Saved data entries:
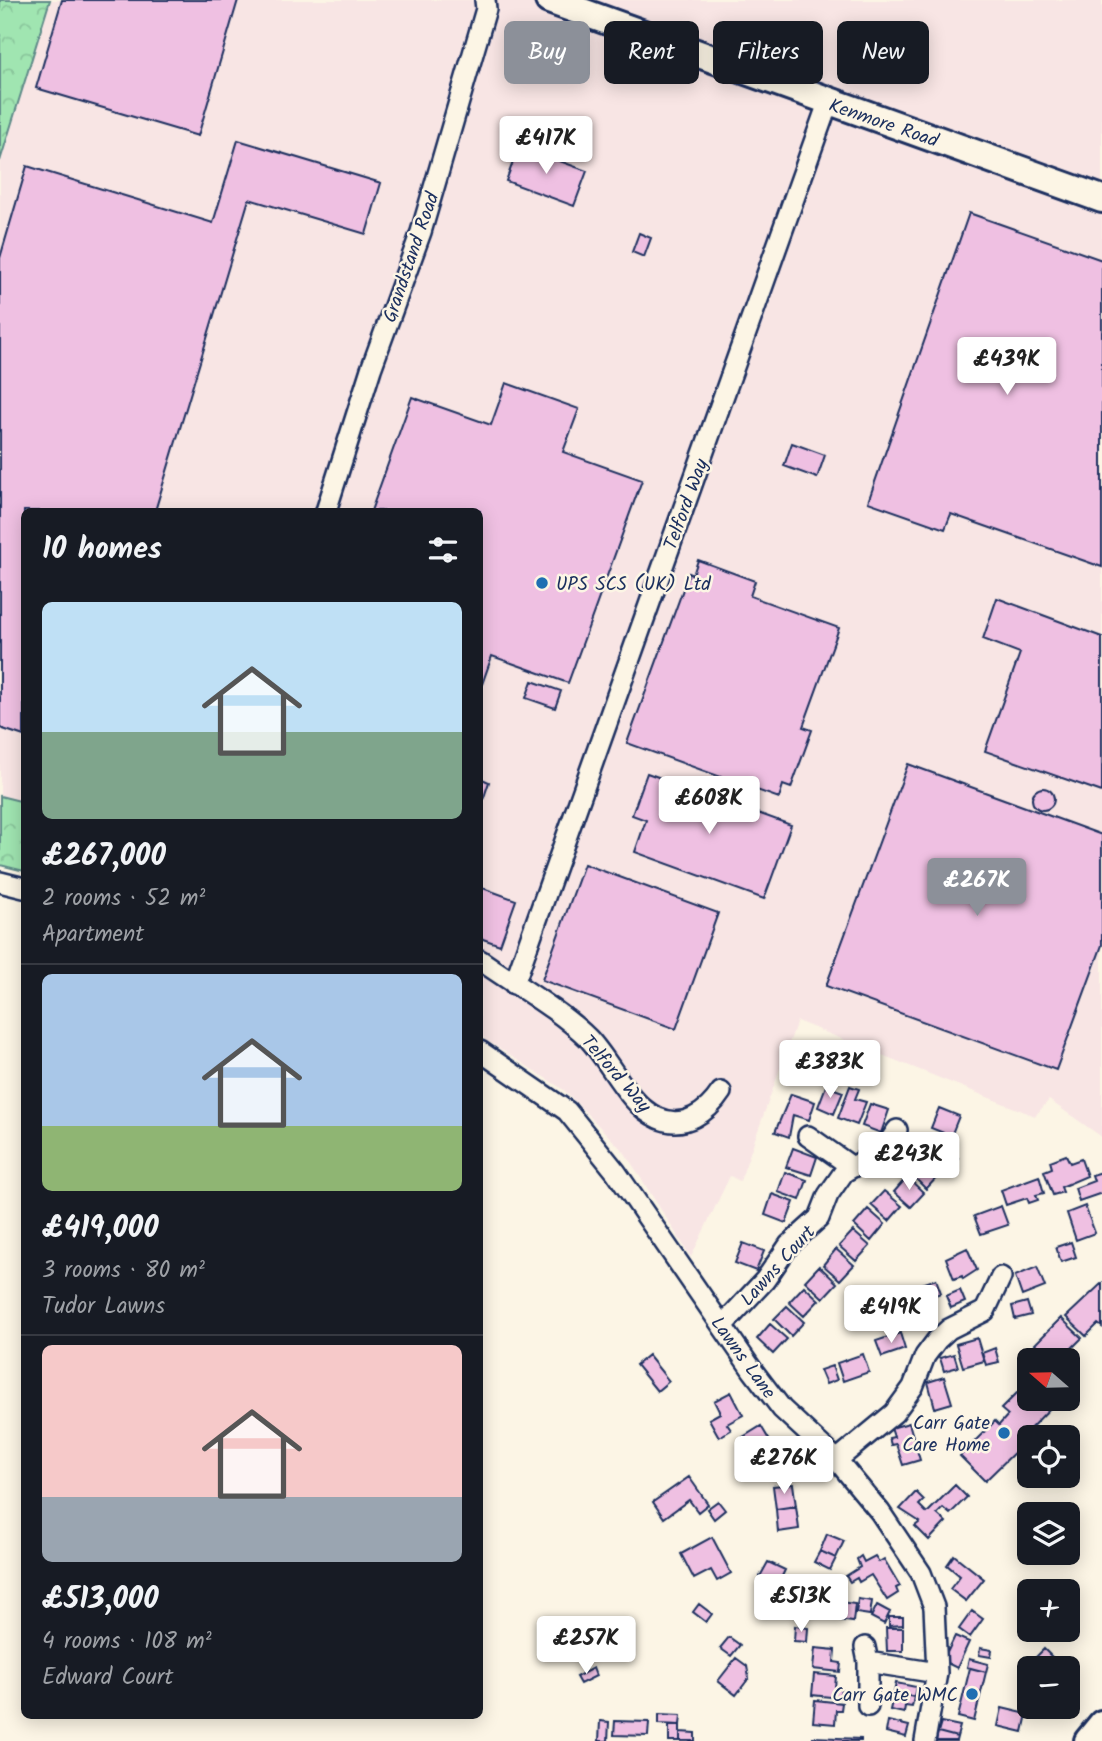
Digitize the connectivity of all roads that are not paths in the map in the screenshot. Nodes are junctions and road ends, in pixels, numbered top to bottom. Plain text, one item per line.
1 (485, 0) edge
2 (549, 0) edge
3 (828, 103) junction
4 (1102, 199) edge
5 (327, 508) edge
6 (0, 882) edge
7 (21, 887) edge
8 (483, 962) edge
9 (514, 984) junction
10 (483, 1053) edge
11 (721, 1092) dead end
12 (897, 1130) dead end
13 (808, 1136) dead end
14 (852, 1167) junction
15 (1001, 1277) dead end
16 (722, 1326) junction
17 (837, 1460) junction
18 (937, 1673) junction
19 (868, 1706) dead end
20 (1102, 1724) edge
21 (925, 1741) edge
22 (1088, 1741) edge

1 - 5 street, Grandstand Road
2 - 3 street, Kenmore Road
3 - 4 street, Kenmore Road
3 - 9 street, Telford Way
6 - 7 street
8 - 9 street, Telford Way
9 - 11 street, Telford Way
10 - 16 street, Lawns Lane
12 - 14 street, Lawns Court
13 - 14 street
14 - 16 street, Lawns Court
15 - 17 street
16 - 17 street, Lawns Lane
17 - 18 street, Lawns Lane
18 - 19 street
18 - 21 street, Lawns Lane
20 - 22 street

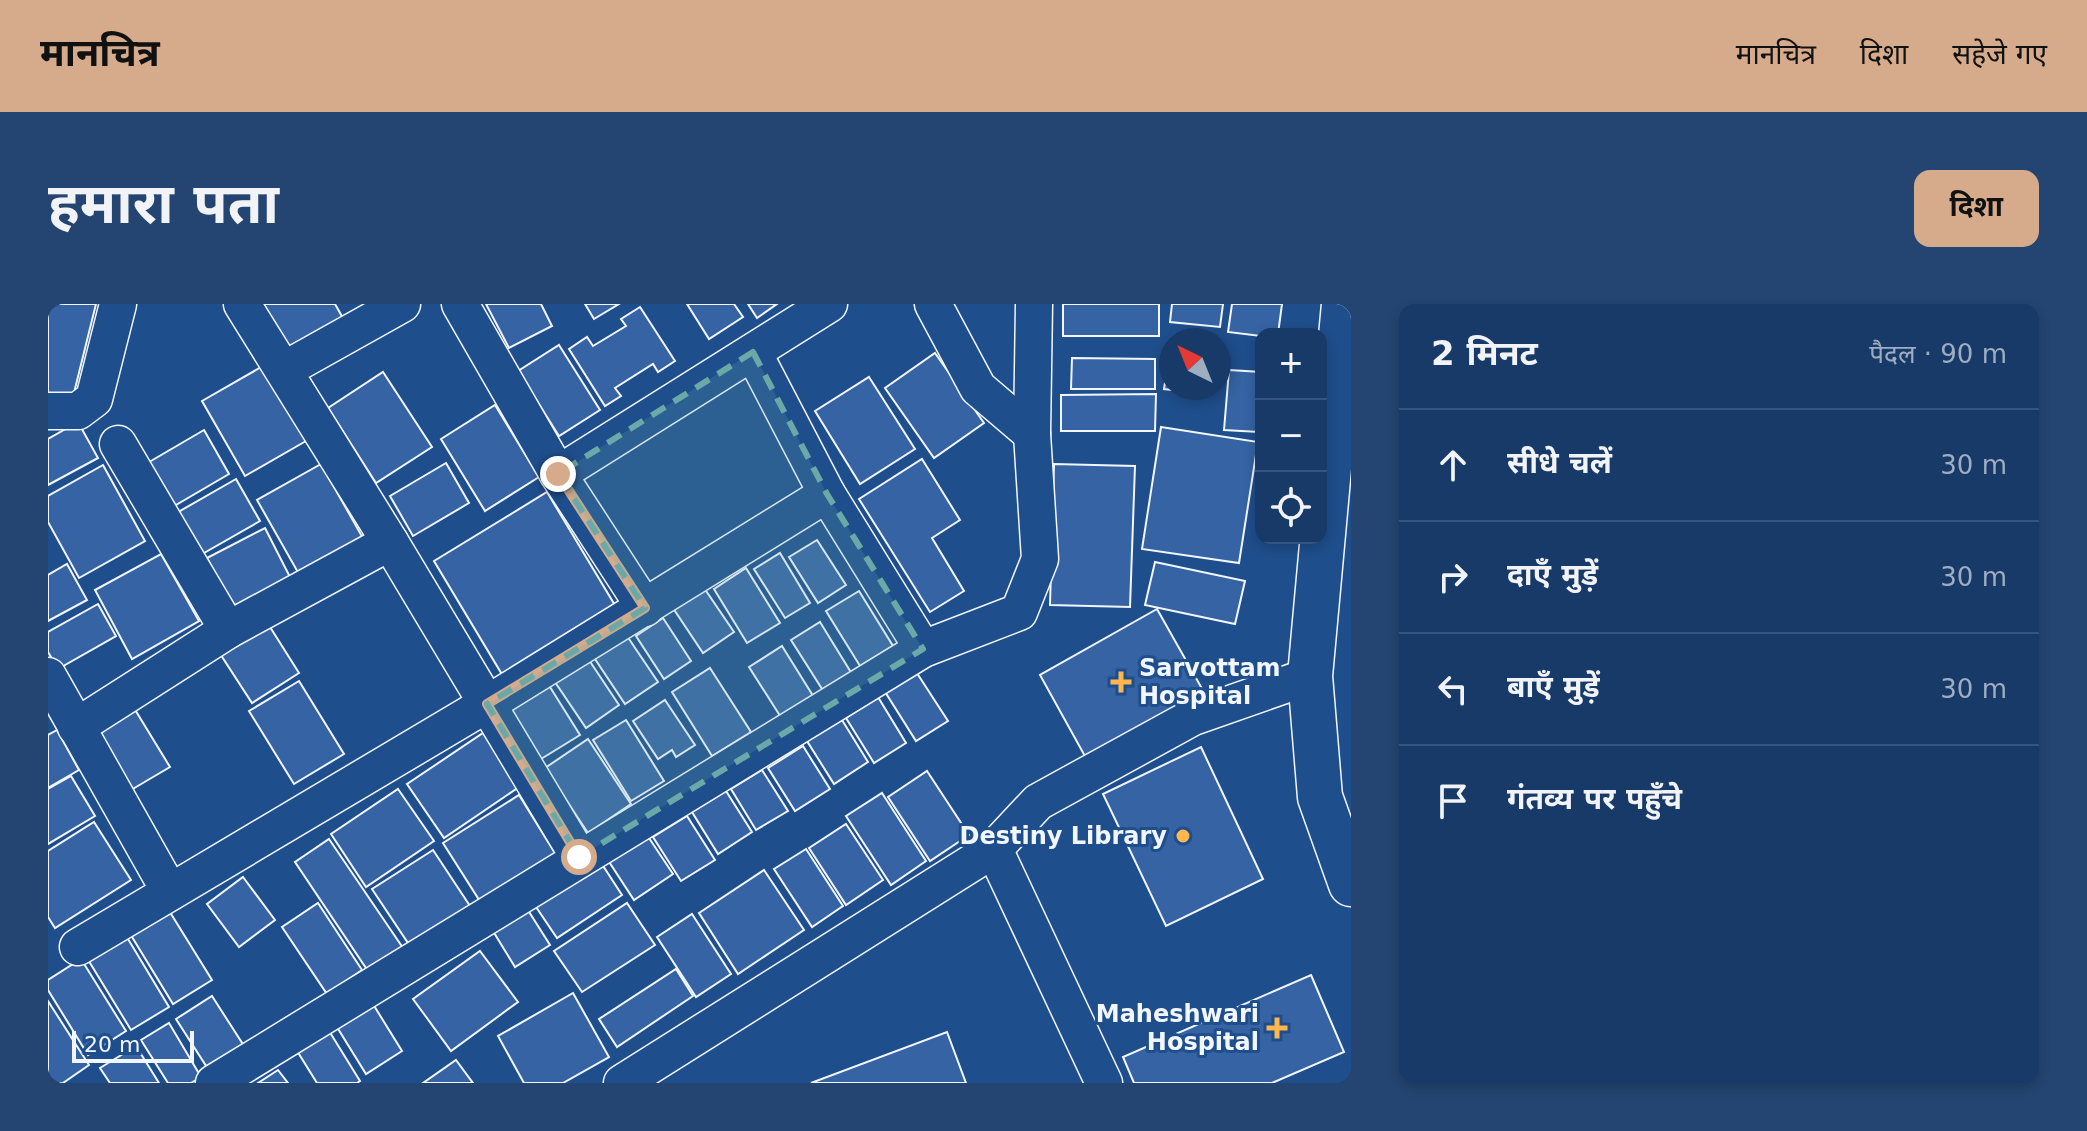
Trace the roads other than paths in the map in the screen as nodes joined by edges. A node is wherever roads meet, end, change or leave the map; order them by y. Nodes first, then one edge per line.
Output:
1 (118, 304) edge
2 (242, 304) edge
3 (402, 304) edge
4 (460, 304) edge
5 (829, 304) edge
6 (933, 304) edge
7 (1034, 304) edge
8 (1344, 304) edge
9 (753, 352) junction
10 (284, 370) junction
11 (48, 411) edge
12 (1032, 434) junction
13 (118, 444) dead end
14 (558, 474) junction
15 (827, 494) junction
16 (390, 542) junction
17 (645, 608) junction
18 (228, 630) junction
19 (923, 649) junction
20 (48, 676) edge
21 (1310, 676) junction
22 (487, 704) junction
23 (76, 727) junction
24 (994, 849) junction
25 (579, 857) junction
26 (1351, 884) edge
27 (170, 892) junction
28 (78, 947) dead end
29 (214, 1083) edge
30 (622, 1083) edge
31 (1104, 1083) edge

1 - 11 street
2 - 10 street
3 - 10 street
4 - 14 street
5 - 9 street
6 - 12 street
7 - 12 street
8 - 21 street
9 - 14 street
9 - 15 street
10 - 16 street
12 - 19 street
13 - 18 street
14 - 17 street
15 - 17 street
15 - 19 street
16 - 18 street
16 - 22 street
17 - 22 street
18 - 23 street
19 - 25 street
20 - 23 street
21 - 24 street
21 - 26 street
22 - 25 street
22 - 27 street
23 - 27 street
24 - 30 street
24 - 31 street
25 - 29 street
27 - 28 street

◆ **EXERCISE**: Drop the images; copy every entry above exactly.

◆ **RESPONSE AREA**:
Digitize the connectivity of all roads that are not paths in the map in the screenshot. Nodes are junctions and road ends, in pixels, numbered top to bottom. Plain text, one item per line.
1 (485, 0) edge
2 (549, 0) edge
3 (828, 103) junction
4 (1102, 199) edge
5 (327, 508) edge
6 (0, 882) edge
7 (21, 887) edge
8 (483, 962) edge
9 (514, 984) junction
10 (483, 1053) edge
11 (721, 1092) dead end
12 (897, 1130) dead end
13 (808, 1136) dead end
14 (852, 1167) junction
15 (1001, 1277) dead end
16 (722, 1326) junction
17 (837, 1460) junction
18 (937, 1673) junction
19 (868, 1706) dead end
20 (1102, 1724) edge
21 (925, 1741) edge
22 (1088, 1741) edge

1 - 5 street, Grandstand Road
2 - 3 street, Kenmore Road
3 - 4 street, Kenmore Road
3 - 9 street, Telford Way
6 - 7 street
8 - 9 street, Telford Way
9 - 11 street, Telford Way
10 - 16 street, Lawns Lane
12 - 14 street, Lawns Court
13 - 14 street
14 - 16 street, Lawns Court
15 - 17 street
16 - 17 street, Lawns Lane
17 - 18 street, Lawns Lane
18 - 19 street
18 - 21 street, Lawns Lane
20 - 22 street

Trace the roads other than paths in the map in the screen as nodes joined by edges. A node is wherever roads meet, end, change or leave the map; order them by y. Nodes first, then one edge per line.
Output:
1 (118, 304) edge
2 (242, 304) edge
3 (402, 304) edge
4 (460, 304) edge
5 (829, 304) edge
6 (933, 304) edge
7 (1034, 304) edge
8 (1344, 304) edge
9 (753, 352) junction
10 (284, 370) junction
11 (48, 411) edge
12 (1032, 434) junction
13 (118, 444) dead end
14 (558, 474) junction
15 (827, 494) junction
16 (390, 542) junction
17 (645, 608) junction
18 (228, 630) junction
19 (923, 649) junction
20 (48, 676) edge
21 (1310, 676) junction
22 (487, 704) junction
23 (76, 727) junction
24 (994, 849) junction
25 (579, 857) junction
26 (1351, 884) edge
27 (170, 892) junction
28 (78, 947) dead end
29 (214, 1083) edge
30 (622, 1083) edge
31 (1104, 1083) edge

1 - 11 street
2 - 10 street
3 - 10 street
4 - 14 street
5 - 9 street
6 - 12 street
7 - 12 street
8 - 21 street
9 - 14 street
9 - 15 street
10 - 16 street
12 - 19 street
13 - 18 street
14 - 17 street
15 - 17 street
15 - 19 street
16 - 18 street
16 - 22 street
17 - 22 street
18 - 23 street
19 - 25 street
20 - 23 street
21 - 24 street
21 - 26 street
22 - 25 street
22 - 27 street
23 - 27 street
24 - 30 street
24 - 31 street
25 - 29 street
27 - 28 street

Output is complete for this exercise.